Mohon tunggu...
Laksamana Fadian Z.R.
Laksamana Fadian Z.R. Mohon Tunggu... Politisi - A writer, Debater, Philantrophist

Mawapres Utama UM 2019 YSEALI Alumni

Selanjutnya

Tutup

Pendidikan

ABIPET: Inovasi Internet of Things untuk Mereformasi Sistem Pendidikan Menjadi Inklusif dan Menyejahterakan Guru

28 November 2019   00:16 Diperbarui: 28 November 2019   00:27 92
+
Laporkan Konten
Laporkan Akun
Kompasiana adalah platform blog. Konten ini menjadi tanggung jawab bloger dan tidak mewakili pandangan redaksi Kompas.

Guru dengan peringkat terbaik akan diundang ke pusat untuk bersama-sama membicarakan desain kurikulum yang dapat menjawab masalah di lapangan. Mereka juga akan direkam saat melakukan micro-teaching sebagai bahan acuan guru lain yang berupa video.

Guru pilihan dari tiap daerah juga akan dihadirkan pada Forum Group Discussion (FGD) nasional sebagai bahan masukan Kemendikbud untuk menyusun program nasional pendidikan. Sehingga, diskursus reformasi pendidikan tidak hanya didominasi oleh akademisi bergelar "professor" tetapi juga perwakilan eksekutor yang paling merasakan kebijakan.

Kedepannya, hasil dari diskursus Kemendikbud dengan perwakilan guru berprestasi akan dikombinasikan dengan data statistik yang didapatkan dari aduan siswa terbanyak untuk membantu Kementrian dalam mereformasi kurikulum, menentukan kriteria penting dalam standar sertifikasi guru, dan konten program seperti PLPG (Pendidikan & Pelatihan Profesi Guru). Sehingga, konten dari kurikulum dan training guru akan signifikan dan terfokus sesuai kebutuhan di lapangan.

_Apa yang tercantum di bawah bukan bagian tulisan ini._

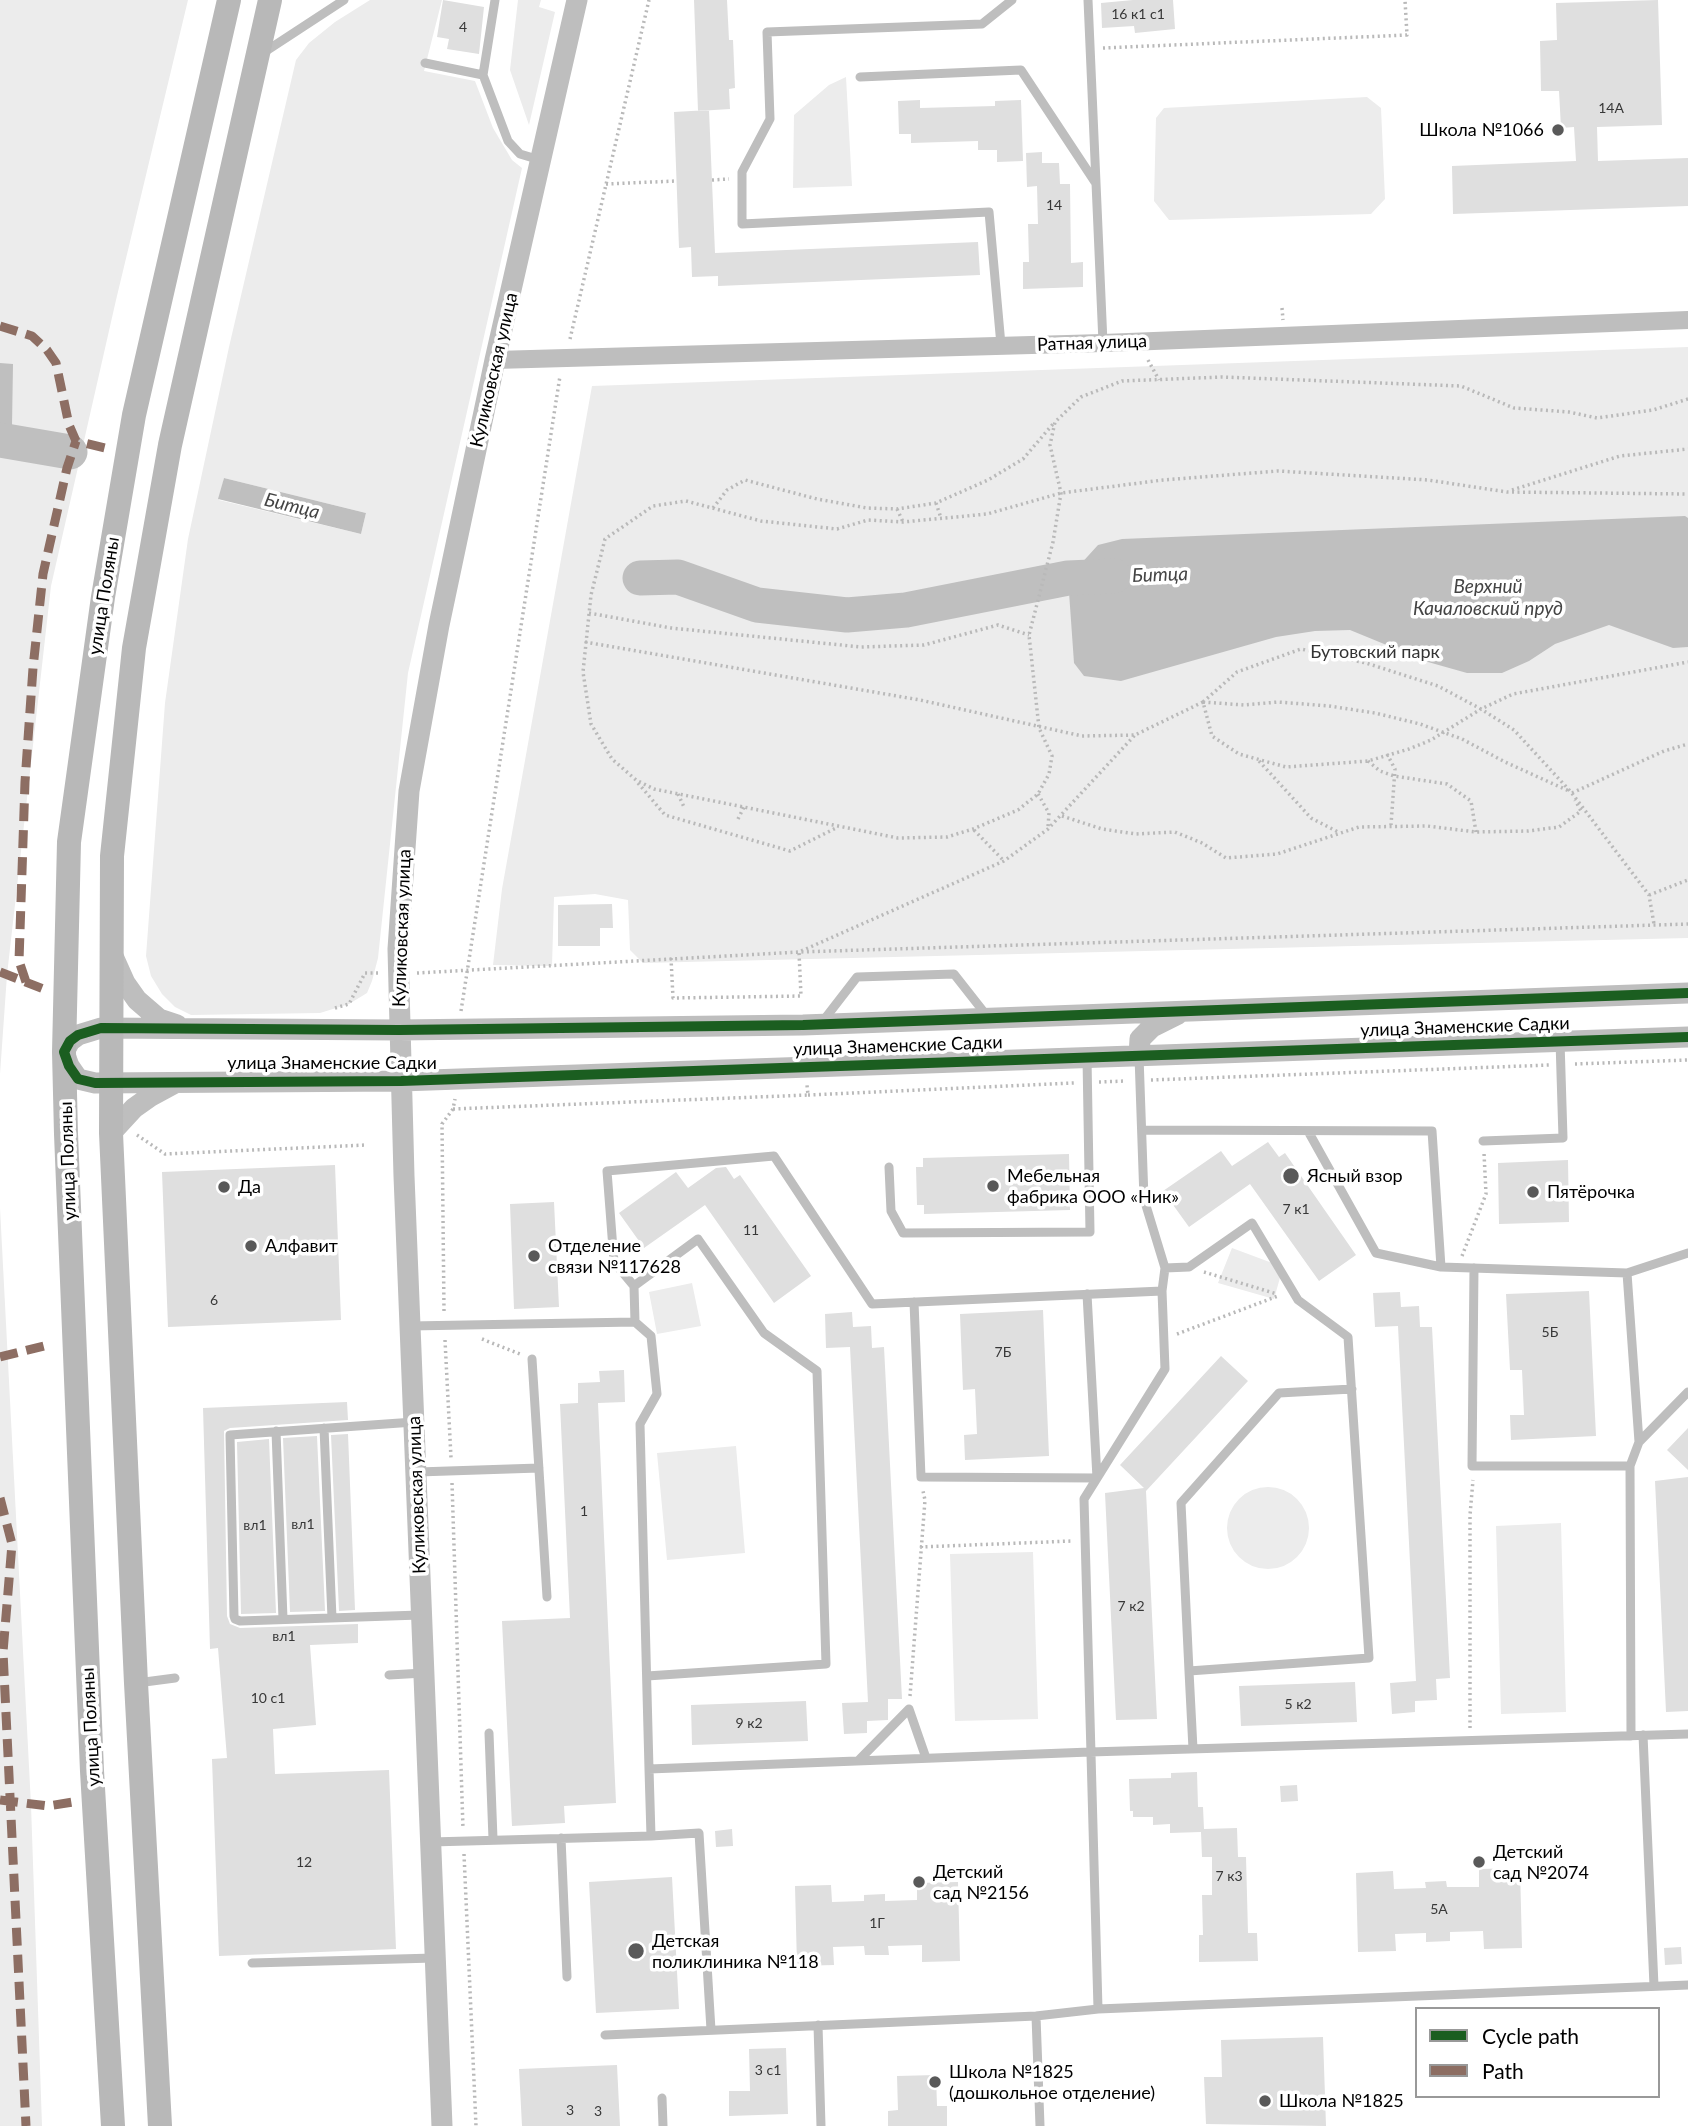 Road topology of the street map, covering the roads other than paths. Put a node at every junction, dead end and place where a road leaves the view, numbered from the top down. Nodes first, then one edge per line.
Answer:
1 (229, 0) edge
2 (270, 0) edge
3 (277, 0) edge
4 (344, 0) edge
5 (495, 0) edge
6 (577, 0) edge
7 (1012, 0) edge
8 (1088, 0) edge
9 (258, 55) junction
10 (425, 63) dead end
11 (483, 75) junction
12 (860, 77) dead end
13 (542, 160) junction
14 (1096, 184) junction
15 (1688, 320) edge
16 (1103, 342) junction
17 (1001, 345) junction
18 (495, 360) junction
19 (111, 950) junction
20 (1688, 993) edge
21 (1193, 1010) junction
22 (988, 1018) junction
23 (820, 1024) junction
24 (110, 1028) junction
25 (189, 1029) junction
26 (399, 1030) junction
27 (1688, 1038) edge
28 (1560, 1041) junction
29 (64, 1052) junction
30 (1139, 1056) junction
31 (1087, 1058) junction
32 (180, 1081) junction
33 (401, 1081) junction
34 (109, 1083) junction
35 (1142, 1130) junction
36 (1308, 1131) junction
37 (122, 1133) junction
38 (1483, 1141) road end
39 (889, 1167) dead end
40 (1688, 1253) edge
41 (1441, 1267) junction
42 (1165, 1268) junction
43 (1475, 1268) junction
44 (1627, 1273) junction
45 (634, 1286) junction
46 (1162, 1291) junction
47 (1087, 1294) junction
48 (914, 1302) junction
49 (635, 1322) junction
50 (410, 1326) junction
51 (532, 1359) road end
52 (1352, 1389) junction
53 (1688, 1392) edge
54 (414, 1422) junction
55 (324, 1427) junction
56 (276, 1431) junction
57 (1640, 1442) junction
58 (1630, 1466) junction
59 (539, 1468) junction
60 (416, 1472) junction
61 (1097, 1478) junction
62 (547, 1597) dead end
63 (422, 1615) junction
64 (332, 1618) junction
65 (283, 1619) junction
66 (1189, 1671) junction
67 (424, 1673) junction
68 (389, 1675) dead end
69 (647, 1676) junction
70 (175, 1678) dead end
71 (136, 1683) junction
72 (489, 1733) dead end
73 (1688, 1734) edge
74 (1631, 1735) junction
75 (1643, 1735) junction
76 (1193, 1749) junction
77 (1090, 1752) junction
78 (926, 1758) junction
79 (858, 1761) junction
80 (649, 1769) junction
81 (651, 1836) junction
82 (561, 1838) junction
83 (493, 1839) junction
84 (431, 1842) junction
85 (436, 1958) junction
86 (252, 1964) dead end
87 (567, 1977) dead end
88 (1688, 1985) edge
89 (1654, 1986) junction
90 (1098, 2009) junction
91 (1036, 2015) junction
92 (818, 2025) junction
93 (711, 2030) junction
94 (605, 2035) dead end
95 (662, 2098) dead end
96 (113, 2126) edge
97 (160, 2126) edge
98 (442, 2126) edge
99 (663, 2126) edge
100 (821, 2126) edge
101 (1040, 2126) edge

1 - 29 main road, улица Поляны
2 - 9 main road
3 - 9 main road
4 - 9 lane
5 - 11 lane
6 - 13 street, Куликовская улица
7 - 17 lane
8 - 14 lane
9 - 19 main road
10 - 11 lane
11 - 13 lane
12 - 14 lane
13 - 18 street, Куликовская улица
14 - 16 lane
15 - 16 street, Ратная улица
16 - 17 street, Ратная улица
17 - 18 street, Ратная улица
18 - 26 street, Куликовская улица
19 - 24 main road
19 - 25 street
20 - 21 street, улица Знаменские Садки
21 - 22 street, улица Знаменские Садки
21 - 30 street
22 - 23 street, улица Знаменские Садки
22 - 23 lane
23 - 26 street, улица Знаменские Садки
24 - 25 street, улица Знаменские Садки
24 - 29 street, улица Знаменские Садки
24 - 34 main road
25 - 26 street, улица Знаменские Садки
26 - 33 street, Куликовская улица
27 - 28 street, улица Знаменские Садки
28 - 30 street, улица Знаменские Садки
28 - 38 lane
29 - 34 street, улица Знаменские Садки
29 - 96 main road, улица Поляны
30 - 31 street, улица Знаменские Садки
30 - 35 lane
31 - 33 street, улица Знаменские Садки
31 - 39 lane
32 - 33 street, улица Знаменские Садки
32 - 34 street, улица Знаменские Садки
32 - 37 street
33 - 50 street, Куликовская улица
34 - 37 main road
35 - 36 lane
35 - 42 lane
36 - 41 lane
36 - 41 lane
37 - 71 main road
40 - 44 lane
41 - 43 lane
42 - 46 lane
42 - 52 lane
43 - 44 lane
43 - 58 lane
44 - 57 lane
45 - 48 lane
45 - 49 lane
45 - 69 lane
46 - 47 lane
46 - 61 lane
47 - 48 lane
47 - 61 lane
48 - 61 lane
49 - 50 lane
49 - 69 lane
50 - 54 street, Куликовская улица
51 - 59 lane
52 - 66 lane
52 - 66 lane
53 - 57 lane
54 - 55 lane
54 - 60 street, Куликовская улица
55 - 56 lane
55 - 64 lane
56 - 65 lane
56 - 65 lane
57 - 58 lane
58 - 74 lane
59 - 60 lane
59 - 62 lane
60 - 63 street, Куликовская улица
61 - 77 lane
63 - 64 lane
63 - 67 street, Куликовская улица
64 - 65 lane
66 - 76 lane
67 - 68 lane
67 - 84 street, Куликовская улица
69 - 80 lane
70 - 71 lane
71 - 97 main road
72 - 83 lane
73 - 75 lane
74 - 75 lane
74 - 76 lane
75 - 89 lane
76 - 77 lane
77 - 78 lane
77 - 90 lane
78 - 79 lane
78 - 79 lane
79 - 80 lane
80 - 81 lane
81 - 82 lane
81 - 93 lane
82 - 83 lane
82 - 87 lane
83 - 84 lane
84 - 85 street, Куликовская улица
85 - 86 lane
85 - 98 street, Куликовская улица
88 - 89 lane
89 - 90 lane
90 - 91 lane
91 - 92 lane
91 - 101 lane
92 - 93 lane
92 - 100 lane
93 - 94 lane
95 - 99 lane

Seorang guru yang mendapatkan rapot buruk feedback sebelum batas ambang tindak lanjut lapangan akan mendapatkan laporan berupa diagram feedback tiap minggunya. Diagram yang telah divisualisasi lengkap dengan aduan siswa terbanyak juga akan diikuti dengan pemberian solusi dari server berupa link video micro teaching guru terbaik tiap wilayah yang telah diedit dan dispesifikkan agar berkaitan dengan kategori aduan yang guru terima.

Video tersebut sebagai alternatif juga dapat didistribusikan lewat CD/FD interaktif bulanan. Untuk mengatasi daftar nama guru dengan feedback negatif yang sama secara frekuen, data nama tersebut akan diteruskan ke asosiasi guru wilayah seperti MGMP untuk bekerjasama dengan dinas pendidikan dalam melakukan pelatihan ulang, konseling melewati workshop yang diikuti dengan monitoring berkala.

Sedangkan untuk kasus serius seperti pelecehan seksual akan melibatkan visitasi staff dinas pendidikan setempat atau  Komisi Ombudsman RI untuk menganalisis kejadian lapangan.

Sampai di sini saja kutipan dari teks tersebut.